Additive manufacturing (AM) is the set of manufacturing technologies that create a product by addition of raw material using various principles. The process of addition is usually performed by deposition of plane layers, which represent cross-sections of the product, from the bottom to the top of the product, as shown in the following picture:
Since the representation of an object by its sliced model requires calculation of huge number of its cross-sections, the process of creation of the sliced model is performed by computer. The huge number of layers means in the same time that the process of production and joining of the layers must be also controlled by a computer, so the complete additive manufacturing process is performed by computer.

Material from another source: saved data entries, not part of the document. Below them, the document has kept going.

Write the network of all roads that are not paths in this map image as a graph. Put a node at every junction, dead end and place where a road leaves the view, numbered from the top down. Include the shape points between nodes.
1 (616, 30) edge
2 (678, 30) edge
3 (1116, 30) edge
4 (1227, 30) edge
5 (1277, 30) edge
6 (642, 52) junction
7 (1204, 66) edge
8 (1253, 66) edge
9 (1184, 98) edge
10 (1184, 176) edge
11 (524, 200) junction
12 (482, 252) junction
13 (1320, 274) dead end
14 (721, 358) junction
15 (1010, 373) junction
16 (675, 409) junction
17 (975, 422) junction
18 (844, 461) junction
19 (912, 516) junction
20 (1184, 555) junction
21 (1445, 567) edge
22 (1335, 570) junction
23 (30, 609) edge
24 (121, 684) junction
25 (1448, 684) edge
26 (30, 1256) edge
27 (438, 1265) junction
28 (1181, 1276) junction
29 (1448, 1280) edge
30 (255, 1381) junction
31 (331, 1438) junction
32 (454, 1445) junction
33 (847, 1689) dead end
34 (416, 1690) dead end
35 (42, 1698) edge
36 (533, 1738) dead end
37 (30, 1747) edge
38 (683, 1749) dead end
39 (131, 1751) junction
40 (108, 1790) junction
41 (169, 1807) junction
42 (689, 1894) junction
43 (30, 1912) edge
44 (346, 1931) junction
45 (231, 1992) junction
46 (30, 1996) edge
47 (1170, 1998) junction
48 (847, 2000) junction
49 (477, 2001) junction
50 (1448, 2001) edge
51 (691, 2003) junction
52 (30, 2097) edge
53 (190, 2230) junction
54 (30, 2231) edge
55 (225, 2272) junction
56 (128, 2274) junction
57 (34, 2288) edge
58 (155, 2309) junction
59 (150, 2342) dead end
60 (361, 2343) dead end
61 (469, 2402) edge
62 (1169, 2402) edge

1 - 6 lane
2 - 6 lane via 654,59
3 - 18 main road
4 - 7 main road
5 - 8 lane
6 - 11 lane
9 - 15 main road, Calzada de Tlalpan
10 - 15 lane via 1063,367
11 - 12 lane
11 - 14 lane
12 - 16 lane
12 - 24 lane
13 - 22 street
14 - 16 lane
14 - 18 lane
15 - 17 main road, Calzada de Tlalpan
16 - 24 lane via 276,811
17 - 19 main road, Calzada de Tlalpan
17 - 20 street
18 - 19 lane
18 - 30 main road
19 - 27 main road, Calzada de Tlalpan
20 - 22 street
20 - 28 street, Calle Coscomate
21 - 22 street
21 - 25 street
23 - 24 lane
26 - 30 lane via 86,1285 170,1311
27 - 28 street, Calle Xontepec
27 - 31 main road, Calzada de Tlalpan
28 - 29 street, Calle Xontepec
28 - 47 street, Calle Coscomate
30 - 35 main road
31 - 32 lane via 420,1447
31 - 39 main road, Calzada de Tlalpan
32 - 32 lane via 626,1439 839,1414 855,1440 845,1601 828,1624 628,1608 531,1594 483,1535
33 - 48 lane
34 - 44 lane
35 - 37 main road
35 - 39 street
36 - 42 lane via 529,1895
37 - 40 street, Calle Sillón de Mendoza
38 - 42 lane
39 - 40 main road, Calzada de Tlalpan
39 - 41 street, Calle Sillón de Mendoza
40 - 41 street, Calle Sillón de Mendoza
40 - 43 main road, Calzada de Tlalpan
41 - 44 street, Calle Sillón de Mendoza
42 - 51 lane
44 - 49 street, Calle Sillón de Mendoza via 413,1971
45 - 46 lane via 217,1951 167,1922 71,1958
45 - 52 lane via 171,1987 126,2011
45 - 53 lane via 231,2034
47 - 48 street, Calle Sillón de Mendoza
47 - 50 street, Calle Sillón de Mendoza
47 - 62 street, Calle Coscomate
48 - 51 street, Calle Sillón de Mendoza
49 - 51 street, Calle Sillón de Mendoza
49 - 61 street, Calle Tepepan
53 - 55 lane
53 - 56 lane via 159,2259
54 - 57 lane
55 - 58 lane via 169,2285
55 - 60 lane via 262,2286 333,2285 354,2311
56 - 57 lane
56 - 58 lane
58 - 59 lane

Depending on the material and the principle that is used for creation of the individual layers, and on the method used for the joining of the layers, there are several AM technologies, shown in the following table:
Name |
Raw material |
|
Stereolithography (SLA) |
Liquid photo-polymers |
1984‑1986 |
Selective laser sintering (SLS )/Direct Metal Laser Sintering (DMLS)/Selective laser melting (SLM) |
Plastic or metal powders |
1986‑1988 |
Fused deposition modeling (FDM) |
Filaments of polymers |
1989 |
Laminated object manufacturing (LOM) |
Sheets of paper and plastic material |
1991 |
Inkjet / polyjet |
Liquid photo-polymers |
1999 |
3D printing (3DP) |
Plastic or ceramic powder |
1997 |
Electron beam melting (EBM) |
Titanum alloy powder |
2003 |
The key advantages of the additive manufacturing technologies are:
- NO LIMITS TO SHAPE OF THE PRODUCT!
- fast preparation for the production process
- the same equipment is used for all products
- absence of human work during manufacturing process
- ability to completely automate the whole manufacturing process
- efficient use of the material
The key disadvantages of the additive manufacturing technologies are:
- slow speed of the manufacturing process
- limitations of shape of the products
- expensive machines that process metal
- limited dimensions of the products
- limited set of materials that may be processed by one machine
The most important advantage of the additive manufacturing technologies is that they enable manufacturing of complex shapes, with curved surfaces and empty internal spaces. It means that the application of the additive manufacturing is justified for manufacturing of expensive products with high value, like lightweight parts in automotive and aerospace industry, then the implants for human body in medical and dental applications etc. The applications where additive manufacturing is used for production of products for end-users are called Rapid Manufacturing.
On the other hand, if the additive manufacturing is used to manufacture complex (and always expensive) tools for manufacturing by other technologies, these applications of additive manufacturing are called Rapid Tooling.
However, in the most of the contemporary cases, the key advantage of the additive manufacturing (that justifies it high costs) is the short time needed to prepare the production, because the production process does not to be customized to the product. For that reason, the additive manufacturing is today almost exclusively used for production of prototypes during development of products, and such applications of the additive manufacturing are called Rapid Prototyping.
Unlike the subtractive and formative manufacturing, which are developed since the dawn of the mankind, the additive manufacturing is, essentially, the child of the XXI century. The reason is that additive manufacturing was not possible without computer. The application of the additive manufacturing is still seldom outside certain specific applications, and the unique potentials of these technologies still wait to be unlocked. Nevertheless, the additive manufacturing principle is the slow but overwhelming principle of building of the Nature itself – think of pearls, wood and mountains for example.
The additive manufacturing has unique possibilities: due to the facts that one machine may make variety of products without requirement for skill workers, it looks as a perfect choice for manufacturing technology to be used in spaceships for interplanetary or even interstellar flights. If the subtractive technologies raised humanity from animal kingdom and if the formation technologies helped it to conquer the Earth, it does not require too much imagination to assume that additive manufacturing might be the technology that will bring humanity to Space.
Still staying on the Earth, the additive manufacturing has potential to transform the present business models of product development and manufacturing. As first, the ability to customize product for each individual user will certainly increase the role of product designers. Besides, the absence of need for qualified workers already led to development of additive manufacturing companies who do not have their product – additive manufacturing production is essentially a service! Extension of the concept leads to another business concept, “production from home”, where design is the service that is provided to the end-user. However, such possibility of manufacturing of high-tech products without possession of specific equipment and specific knowledge may also represent a threat, because it is easy to imagine production of weapons or other controlled goods by additive manufacturing.
Nevertheless, it is certain that additive manufacturing is one of the key challenges of XXI century, and that it deserves all attention of the academics and engineers. For many reasons, the research about the additive manufacturing technologies have to be public and open to control of the society.